Stored data entries:
■ ■ ■ ■ ■

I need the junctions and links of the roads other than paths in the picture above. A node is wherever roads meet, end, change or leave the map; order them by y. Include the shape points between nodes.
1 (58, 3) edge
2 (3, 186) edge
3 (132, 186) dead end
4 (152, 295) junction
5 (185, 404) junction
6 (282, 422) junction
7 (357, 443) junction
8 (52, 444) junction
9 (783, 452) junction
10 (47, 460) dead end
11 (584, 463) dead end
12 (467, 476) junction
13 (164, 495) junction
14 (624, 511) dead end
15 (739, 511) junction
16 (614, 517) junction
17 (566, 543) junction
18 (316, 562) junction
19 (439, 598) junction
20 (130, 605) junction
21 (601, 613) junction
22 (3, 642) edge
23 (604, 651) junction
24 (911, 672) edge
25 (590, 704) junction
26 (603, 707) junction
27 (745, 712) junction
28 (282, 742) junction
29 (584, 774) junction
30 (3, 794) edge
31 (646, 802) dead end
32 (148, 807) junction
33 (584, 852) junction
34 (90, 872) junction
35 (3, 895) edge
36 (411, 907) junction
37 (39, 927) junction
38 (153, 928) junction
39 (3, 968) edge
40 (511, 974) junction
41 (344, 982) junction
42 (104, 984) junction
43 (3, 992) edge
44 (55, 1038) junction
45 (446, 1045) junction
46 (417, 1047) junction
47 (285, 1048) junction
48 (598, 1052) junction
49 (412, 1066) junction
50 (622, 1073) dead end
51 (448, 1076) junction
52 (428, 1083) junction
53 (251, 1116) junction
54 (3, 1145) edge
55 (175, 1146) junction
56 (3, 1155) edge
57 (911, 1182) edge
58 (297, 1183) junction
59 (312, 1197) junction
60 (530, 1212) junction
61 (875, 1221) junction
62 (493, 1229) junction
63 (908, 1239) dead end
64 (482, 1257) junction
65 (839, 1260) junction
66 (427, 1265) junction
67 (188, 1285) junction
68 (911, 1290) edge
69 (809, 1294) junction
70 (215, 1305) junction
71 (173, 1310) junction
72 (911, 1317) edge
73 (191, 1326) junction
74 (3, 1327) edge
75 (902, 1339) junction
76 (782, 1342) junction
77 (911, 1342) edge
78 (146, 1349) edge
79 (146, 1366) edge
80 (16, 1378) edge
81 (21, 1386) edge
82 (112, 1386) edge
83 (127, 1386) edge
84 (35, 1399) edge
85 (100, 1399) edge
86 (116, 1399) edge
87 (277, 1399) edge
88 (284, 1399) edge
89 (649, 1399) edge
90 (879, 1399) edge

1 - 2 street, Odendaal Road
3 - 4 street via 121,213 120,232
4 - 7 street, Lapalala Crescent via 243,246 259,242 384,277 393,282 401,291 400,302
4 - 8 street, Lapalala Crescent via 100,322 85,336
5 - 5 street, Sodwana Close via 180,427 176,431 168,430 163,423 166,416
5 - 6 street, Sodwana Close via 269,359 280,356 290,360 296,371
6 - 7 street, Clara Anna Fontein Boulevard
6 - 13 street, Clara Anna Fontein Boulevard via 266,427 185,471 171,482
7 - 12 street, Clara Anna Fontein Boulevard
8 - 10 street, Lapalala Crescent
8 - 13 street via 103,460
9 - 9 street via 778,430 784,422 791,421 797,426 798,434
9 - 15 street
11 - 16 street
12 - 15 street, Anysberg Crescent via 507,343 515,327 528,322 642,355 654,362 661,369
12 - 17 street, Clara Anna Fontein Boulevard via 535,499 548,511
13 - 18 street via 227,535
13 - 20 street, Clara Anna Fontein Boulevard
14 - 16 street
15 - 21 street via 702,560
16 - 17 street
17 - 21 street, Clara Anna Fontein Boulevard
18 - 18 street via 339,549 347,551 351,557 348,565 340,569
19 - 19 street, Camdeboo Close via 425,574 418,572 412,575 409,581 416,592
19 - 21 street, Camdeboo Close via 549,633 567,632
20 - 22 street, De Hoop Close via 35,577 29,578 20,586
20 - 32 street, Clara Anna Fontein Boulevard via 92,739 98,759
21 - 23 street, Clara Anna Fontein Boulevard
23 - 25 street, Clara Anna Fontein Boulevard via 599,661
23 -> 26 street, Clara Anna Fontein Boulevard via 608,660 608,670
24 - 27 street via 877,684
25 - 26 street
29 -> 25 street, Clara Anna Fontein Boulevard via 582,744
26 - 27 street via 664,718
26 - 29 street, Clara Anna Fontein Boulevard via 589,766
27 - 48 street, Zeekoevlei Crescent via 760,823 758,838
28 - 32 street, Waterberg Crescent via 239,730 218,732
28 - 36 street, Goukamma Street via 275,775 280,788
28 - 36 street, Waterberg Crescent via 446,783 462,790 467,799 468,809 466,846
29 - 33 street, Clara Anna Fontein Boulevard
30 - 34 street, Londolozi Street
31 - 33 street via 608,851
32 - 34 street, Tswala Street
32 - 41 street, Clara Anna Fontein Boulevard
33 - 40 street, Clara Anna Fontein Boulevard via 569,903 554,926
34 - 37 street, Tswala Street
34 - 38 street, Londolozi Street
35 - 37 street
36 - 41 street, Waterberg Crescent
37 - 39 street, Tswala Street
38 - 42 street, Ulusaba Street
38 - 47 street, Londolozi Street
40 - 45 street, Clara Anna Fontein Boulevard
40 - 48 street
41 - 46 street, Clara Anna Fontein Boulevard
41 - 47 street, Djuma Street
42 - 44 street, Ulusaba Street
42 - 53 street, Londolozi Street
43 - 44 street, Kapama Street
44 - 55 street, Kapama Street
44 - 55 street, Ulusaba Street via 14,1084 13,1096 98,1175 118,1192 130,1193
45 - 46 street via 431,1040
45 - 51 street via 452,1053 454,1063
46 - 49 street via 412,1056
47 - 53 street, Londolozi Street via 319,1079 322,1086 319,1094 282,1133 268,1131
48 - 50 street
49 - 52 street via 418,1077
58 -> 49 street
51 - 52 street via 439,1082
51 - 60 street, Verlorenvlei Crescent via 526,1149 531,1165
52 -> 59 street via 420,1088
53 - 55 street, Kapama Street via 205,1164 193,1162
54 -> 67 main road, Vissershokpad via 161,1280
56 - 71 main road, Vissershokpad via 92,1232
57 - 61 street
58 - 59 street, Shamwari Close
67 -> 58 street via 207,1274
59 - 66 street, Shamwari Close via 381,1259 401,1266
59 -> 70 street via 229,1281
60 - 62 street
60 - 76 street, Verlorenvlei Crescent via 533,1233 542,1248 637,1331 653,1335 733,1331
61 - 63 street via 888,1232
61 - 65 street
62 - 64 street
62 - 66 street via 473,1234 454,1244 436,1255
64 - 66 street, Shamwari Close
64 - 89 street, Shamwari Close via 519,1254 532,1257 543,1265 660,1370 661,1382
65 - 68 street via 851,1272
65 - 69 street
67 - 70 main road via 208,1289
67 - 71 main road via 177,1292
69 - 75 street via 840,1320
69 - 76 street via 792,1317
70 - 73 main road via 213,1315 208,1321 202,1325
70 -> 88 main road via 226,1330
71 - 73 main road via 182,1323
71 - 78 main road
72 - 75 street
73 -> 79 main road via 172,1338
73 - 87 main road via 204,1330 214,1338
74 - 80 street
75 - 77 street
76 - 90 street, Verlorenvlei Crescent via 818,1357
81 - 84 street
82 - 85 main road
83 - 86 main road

■ ■ ■ ■ ■

**DIRECTIONS FOR THIS TASK:** Every line with "Ulusaba" in it should be copied from the entries.

**ANSWER SPACE:**
38 - 42 street, Ulusaba Street
42 - 44 street, Ulusaba Street
44 - 55 street, Ulusaba Street via 14,1084 13,1096 98,1175 118,1192 130,1193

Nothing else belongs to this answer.